Fall Craft Intensive: Matt Ortile

$75.00

Description
Editor's Note

How to Write a First-Person Travel Essay: Let the Reader Borrow Your I’s with Matt Ortile
Sunday, November 16
12 PM – 3 PM PT/ 3 PM – 6 PM ET
Online

In this one-day class, students will learn the fundamentals of how to write a first-person travel essay. By reading published contemporary travel articles, we will study the use of the narrative “I” in travel magazine writing, tried-and-true story “formulas,” and basic reporting techniques. In-class discussion of readings and generative exercises will offer students ideas for a travel essay of their own that they can continue to develop after the weekend is over.

For the purposes of this class, we will distinguish between a first-person travel essay and a personal essay about travel: The latter privileges the self, emphasizes the writer’s intellectual and emotional discoveries; the former shifts its focus slightly, prioritizes instead the reader’s immersion in an exciting elsewhere by telling the story of that place—be it the local culture, history, environment, cuisine, or community. More than a matter of semantics, these distinctions can help us as writers 1) find multiple ways to tell a tale; 2) navigate the power dynamics between a journalist and their subject; and 3) sell an article to an editor for publication.

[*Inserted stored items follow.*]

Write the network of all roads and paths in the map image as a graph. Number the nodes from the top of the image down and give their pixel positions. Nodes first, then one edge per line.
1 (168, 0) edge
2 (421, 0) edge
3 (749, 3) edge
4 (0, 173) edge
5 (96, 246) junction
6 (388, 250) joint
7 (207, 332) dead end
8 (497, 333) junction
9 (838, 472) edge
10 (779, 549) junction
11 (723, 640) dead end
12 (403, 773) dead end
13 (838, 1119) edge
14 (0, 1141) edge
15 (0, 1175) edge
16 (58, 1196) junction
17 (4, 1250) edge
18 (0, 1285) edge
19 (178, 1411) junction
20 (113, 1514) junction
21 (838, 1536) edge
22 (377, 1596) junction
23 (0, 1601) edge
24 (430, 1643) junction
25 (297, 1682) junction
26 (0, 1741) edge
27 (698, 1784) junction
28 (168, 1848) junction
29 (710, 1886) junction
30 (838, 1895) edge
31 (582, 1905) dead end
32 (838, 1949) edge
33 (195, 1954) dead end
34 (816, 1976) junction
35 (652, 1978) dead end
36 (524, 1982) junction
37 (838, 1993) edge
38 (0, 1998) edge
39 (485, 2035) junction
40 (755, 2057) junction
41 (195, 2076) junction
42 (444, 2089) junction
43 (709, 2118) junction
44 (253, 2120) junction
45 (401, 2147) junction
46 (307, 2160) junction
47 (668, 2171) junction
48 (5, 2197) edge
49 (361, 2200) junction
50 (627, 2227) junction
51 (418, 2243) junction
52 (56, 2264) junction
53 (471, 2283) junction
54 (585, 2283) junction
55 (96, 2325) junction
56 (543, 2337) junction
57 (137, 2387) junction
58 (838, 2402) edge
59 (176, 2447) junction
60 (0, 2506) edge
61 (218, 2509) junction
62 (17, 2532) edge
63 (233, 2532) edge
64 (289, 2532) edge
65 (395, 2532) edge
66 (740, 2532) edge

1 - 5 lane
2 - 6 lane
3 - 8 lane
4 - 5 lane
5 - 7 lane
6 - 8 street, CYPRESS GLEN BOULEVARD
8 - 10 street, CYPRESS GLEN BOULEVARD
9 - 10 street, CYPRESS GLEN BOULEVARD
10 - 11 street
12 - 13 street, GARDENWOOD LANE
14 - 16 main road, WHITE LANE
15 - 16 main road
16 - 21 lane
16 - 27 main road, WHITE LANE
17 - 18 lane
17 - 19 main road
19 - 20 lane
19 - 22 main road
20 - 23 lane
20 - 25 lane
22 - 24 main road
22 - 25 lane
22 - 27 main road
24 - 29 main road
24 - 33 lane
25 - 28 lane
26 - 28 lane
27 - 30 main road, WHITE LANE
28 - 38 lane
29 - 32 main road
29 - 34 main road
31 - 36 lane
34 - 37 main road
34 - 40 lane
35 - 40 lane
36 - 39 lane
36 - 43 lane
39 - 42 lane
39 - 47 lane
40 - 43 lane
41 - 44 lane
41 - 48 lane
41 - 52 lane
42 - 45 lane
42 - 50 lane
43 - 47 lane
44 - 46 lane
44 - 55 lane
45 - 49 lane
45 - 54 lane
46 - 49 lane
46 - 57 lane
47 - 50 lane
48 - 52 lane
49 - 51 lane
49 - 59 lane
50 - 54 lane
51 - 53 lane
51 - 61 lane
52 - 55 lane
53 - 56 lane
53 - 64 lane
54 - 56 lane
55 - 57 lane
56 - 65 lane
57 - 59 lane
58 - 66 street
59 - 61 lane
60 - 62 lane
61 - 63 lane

This class is for students who are new to travel writing or those who wish to hone their skills in narrative place-based nonfiction. No prior writing experience is required. Potential authors to be read in and outside of class include: Maggie Shipstead, Gary Shteyngart, Ligaya Mishan, Lauren Collins, Bill Buford, Saki Knafo, Sarah Khan, and others. On both days of the weekend course, we will end with a short Q&A.

Scholarship
The scholarship for this intensive has already been awarded.

BIO: Matt Ortile is the author of the essay collection The Groom Will Keep His Name and the co-editor of the nonfiction anthology Body Language. He is an editor at Condé Nast Traveler, and was previously the executive editor of Catapult magazine and the founding editor of BuzzFeed Philippines. He has written for Esquire, Vogue, Out, Self, BuzzFeed News, and elsewhere; has received fellowships from the Sewanee Writers’ Conference and MacDowell; and has taught creative writing classes at Kundiman, PEN America, the Center for Fiction, and the Craig Newmark Graduate School of Journalism at CUNY. He is a graduate of Vassar College, which means he now lives in Brooklyn.